§ THE TASK:
Wherever a line in the data holds the word "Biondi", pull that line out.

§ DATA FOR REVIEW:
□ □ □ □ □
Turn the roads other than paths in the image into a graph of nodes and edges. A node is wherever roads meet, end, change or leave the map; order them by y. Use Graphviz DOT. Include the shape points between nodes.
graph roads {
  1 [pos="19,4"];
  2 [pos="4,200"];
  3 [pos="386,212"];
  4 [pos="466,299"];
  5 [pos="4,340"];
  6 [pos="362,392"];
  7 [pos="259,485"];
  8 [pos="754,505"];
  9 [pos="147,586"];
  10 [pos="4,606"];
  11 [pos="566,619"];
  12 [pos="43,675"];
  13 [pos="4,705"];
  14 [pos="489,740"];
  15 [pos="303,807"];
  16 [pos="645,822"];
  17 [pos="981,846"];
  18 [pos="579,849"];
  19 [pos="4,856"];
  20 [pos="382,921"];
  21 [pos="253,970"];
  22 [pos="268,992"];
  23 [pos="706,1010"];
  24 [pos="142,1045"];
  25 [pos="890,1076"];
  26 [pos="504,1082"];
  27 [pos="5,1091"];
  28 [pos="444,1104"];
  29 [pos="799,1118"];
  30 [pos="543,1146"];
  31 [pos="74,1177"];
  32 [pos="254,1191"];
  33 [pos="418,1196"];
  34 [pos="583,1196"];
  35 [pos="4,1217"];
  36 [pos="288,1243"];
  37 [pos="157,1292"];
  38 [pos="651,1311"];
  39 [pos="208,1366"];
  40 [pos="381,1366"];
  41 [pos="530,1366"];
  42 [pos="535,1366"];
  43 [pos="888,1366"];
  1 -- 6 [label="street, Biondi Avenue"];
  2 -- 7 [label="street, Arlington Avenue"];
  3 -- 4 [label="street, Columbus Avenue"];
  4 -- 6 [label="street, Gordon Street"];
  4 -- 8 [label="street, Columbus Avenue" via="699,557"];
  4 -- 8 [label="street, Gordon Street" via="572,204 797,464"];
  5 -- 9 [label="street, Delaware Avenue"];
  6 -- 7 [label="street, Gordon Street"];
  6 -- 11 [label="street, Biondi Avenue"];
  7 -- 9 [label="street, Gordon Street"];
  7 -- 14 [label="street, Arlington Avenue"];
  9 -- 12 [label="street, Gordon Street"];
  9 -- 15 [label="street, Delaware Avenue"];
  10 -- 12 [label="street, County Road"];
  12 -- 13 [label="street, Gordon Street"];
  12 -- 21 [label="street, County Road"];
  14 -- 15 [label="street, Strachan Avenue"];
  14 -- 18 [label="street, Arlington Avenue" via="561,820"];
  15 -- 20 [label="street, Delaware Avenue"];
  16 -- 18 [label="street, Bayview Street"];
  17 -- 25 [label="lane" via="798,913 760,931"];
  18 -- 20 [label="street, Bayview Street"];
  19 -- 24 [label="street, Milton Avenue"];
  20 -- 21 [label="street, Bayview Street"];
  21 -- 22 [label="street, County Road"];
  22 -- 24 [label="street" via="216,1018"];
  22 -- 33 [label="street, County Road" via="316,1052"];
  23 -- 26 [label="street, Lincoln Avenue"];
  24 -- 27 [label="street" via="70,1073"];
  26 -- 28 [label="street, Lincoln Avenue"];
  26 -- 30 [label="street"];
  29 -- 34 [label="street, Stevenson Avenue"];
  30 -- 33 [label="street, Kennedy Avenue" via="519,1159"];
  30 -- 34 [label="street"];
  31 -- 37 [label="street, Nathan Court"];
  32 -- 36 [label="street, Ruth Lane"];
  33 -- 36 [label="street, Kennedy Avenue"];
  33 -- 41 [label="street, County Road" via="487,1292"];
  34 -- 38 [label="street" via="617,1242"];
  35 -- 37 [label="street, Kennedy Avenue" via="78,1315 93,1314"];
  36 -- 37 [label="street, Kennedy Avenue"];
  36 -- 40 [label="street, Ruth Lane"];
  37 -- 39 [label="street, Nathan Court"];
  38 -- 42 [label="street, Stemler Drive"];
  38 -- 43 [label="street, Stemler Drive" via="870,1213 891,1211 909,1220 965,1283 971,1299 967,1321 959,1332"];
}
□ □ □ □ □
§ RESULT:
  1 -- 6 [label="street, Biondi Avenue"];
  6 -- 11 [label="street, Biondi Avenue"];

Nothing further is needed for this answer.